Lessons? They were hard, perhaps; but then everybody was patient and understanding. Miss Drury and Miss Stewart, Miss Lee and Mademoiselle—they all seemed to know when she was trying, and to be quite satisfied with that. But when classes were over life was like a dream; there was only one “only” at St. Benedick’s, only one thorn in Betty’s bed of roses—the absence of the twins and baby; of anybody, in fact, who needed her in the same way that she had been always needed at home!

Betty still felt a little choky at times, therefore, not to have Jan’s bed pulled close to her own; not to have to play “Little Mother” all day long. If there had been any “mothering” of any kind to do at St. Benedick’s, then school would have been to her a perfect place. But except for Gerry, who had begun by protecting Betty herself, and who certainly did not intend to be “mothered,” Betty was the youngest girl of all. Mona and Rene were each a few months older, and proportionately proud of the fact; and the Mascot found herself in much the same position at St. Benedick’s as that occupied at home by Jan, the twin.

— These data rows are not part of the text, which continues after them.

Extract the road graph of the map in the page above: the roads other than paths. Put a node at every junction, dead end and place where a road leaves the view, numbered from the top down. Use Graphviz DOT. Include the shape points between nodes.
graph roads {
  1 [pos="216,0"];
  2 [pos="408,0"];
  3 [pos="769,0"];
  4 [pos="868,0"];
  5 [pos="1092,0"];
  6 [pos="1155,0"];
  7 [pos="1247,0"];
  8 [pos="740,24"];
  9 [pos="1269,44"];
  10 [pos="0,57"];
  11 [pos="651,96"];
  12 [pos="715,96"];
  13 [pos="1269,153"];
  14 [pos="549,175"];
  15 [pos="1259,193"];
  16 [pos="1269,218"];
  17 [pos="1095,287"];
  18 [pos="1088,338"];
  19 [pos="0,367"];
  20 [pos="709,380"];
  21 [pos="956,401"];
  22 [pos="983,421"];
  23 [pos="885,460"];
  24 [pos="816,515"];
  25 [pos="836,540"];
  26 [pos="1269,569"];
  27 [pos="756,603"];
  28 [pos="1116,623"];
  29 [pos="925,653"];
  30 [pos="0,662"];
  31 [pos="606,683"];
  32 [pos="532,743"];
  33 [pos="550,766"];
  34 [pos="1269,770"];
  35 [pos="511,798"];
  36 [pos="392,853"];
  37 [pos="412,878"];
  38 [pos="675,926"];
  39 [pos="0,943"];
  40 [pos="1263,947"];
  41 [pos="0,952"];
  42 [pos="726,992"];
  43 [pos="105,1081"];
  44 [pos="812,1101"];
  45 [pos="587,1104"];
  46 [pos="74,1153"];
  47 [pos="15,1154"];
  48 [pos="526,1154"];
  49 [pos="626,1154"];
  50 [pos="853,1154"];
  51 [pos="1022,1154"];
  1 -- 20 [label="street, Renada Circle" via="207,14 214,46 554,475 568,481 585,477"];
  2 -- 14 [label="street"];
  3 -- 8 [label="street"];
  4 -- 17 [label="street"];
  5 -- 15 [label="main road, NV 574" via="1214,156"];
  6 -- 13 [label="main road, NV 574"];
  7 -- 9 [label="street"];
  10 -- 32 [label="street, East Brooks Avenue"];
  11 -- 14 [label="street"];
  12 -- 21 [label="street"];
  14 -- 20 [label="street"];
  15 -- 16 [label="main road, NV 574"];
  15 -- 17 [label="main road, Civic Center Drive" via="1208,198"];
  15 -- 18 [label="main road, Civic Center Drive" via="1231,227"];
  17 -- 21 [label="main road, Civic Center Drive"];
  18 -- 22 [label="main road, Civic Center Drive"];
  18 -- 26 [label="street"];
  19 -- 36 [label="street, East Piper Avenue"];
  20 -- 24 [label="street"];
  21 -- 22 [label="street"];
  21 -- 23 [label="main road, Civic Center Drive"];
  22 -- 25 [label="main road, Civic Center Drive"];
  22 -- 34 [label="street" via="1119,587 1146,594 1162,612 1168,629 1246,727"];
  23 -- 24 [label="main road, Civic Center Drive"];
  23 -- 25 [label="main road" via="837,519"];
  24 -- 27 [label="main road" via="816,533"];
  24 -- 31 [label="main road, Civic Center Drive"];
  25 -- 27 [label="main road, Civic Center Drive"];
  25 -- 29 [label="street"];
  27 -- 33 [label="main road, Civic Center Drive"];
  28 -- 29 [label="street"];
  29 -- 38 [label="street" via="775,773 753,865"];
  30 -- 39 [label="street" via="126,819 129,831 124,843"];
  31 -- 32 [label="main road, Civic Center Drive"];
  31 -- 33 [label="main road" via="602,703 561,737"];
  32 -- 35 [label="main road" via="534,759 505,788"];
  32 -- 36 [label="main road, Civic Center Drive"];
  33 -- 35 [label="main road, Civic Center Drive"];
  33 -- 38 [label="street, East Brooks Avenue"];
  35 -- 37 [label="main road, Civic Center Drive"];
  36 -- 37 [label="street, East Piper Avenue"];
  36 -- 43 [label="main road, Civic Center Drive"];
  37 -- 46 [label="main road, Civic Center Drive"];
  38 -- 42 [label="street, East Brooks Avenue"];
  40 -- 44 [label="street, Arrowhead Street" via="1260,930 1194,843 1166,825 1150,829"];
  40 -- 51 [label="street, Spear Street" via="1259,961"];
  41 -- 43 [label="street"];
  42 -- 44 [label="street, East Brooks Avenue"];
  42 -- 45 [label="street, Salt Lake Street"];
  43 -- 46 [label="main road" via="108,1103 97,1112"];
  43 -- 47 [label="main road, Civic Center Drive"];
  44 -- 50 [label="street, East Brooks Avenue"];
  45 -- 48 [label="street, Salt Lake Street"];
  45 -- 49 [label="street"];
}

She was smiled at by the seniors, and petted a little. And though to be “treated like a little one” was just what she needed, and lovely, too, in a way, yet Betty wanted to pet some one herself! If it hadn’t been for the garden her heart would have had an empty place in it which nothing else at St. Benedick’s quite knew how to fill.

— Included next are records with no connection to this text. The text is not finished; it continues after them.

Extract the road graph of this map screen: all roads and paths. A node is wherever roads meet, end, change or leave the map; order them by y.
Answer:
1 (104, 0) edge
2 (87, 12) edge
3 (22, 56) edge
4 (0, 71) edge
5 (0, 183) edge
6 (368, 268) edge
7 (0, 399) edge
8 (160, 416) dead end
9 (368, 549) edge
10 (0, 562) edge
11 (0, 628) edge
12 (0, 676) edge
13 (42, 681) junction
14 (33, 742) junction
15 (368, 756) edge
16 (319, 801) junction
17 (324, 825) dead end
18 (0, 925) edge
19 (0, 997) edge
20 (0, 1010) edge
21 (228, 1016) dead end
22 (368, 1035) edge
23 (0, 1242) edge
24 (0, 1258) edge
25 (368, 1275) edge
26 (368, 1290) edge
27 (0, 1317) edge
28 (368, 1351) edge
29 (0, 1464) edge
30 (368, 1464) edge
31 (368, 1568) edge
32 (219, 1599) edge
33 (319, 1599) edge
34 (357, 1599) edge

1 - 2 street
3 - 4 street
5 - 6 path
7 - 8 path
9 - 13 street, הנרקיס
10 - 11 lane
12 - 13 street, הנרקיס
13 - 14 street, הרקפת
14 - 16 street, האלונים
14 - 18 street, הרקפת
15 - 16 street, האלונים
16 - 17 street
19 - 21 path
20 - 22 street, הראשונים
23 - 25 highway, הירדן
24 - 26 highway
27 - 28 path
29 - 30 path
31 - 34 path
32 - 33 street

But the Daisy garden was hers—partly, at least. Sybil had told her so. At the first Guide meeting the patrol leader—very quiet and business-like, and altogether unlike the affectionate laughing girl who had sat on shy Betty’s bed and hugged her—had presided over her patrol, and had explained, after going into details, none of which the Mascot understood, what Betty’s work would be.

“I want Mona and Rene and Gerry to teach you the Guide promises, and to explain them, Betty. They will do so as well as they can, and you can all talk them over together. Then, on Saturday week, you may come and repeat them to me. That will be enough Guide work for you; though, if you like, you might begin practising some of the easy knots. Perhaps in the garden, you know.”

“Sybil,” Gerry had piped up, “Betty was asking—you see, she wants to know if she may garden. She’s not taking dancing, nor music, nor singing, nor riding, nor——”

“That will do, Gerry,” Sybil stopped her.

Betty was taking none of the “extra subjects” at school. Auntie and Dad had explained the reason to her—it was because of “the expense”; and Betty had nodded a business-like head at the time.

At St. Benedick’s, however, Miss Carey had put the matter to her in another way. “I am very glad, my dear, that you are to have a quiet term. You will have plenty of free time on your hands in which to learn to be happy in quiet ways.”

Betty had found, so far, that her steps had always seemed to lead her gardenwards at those times. For there was generally a broken stalk to help, or a flower to water, or the progress of some bee to follow, or the gradual growth of some small seedling to wonder at. All the things in the garden were smaller than Betty. Defenceless, too. Somehow they seemed to need her a little bit in the way that the children had needed her at home. She had looked up eagerly to hear what Sybil would say in answer to Gerry’s suggestion.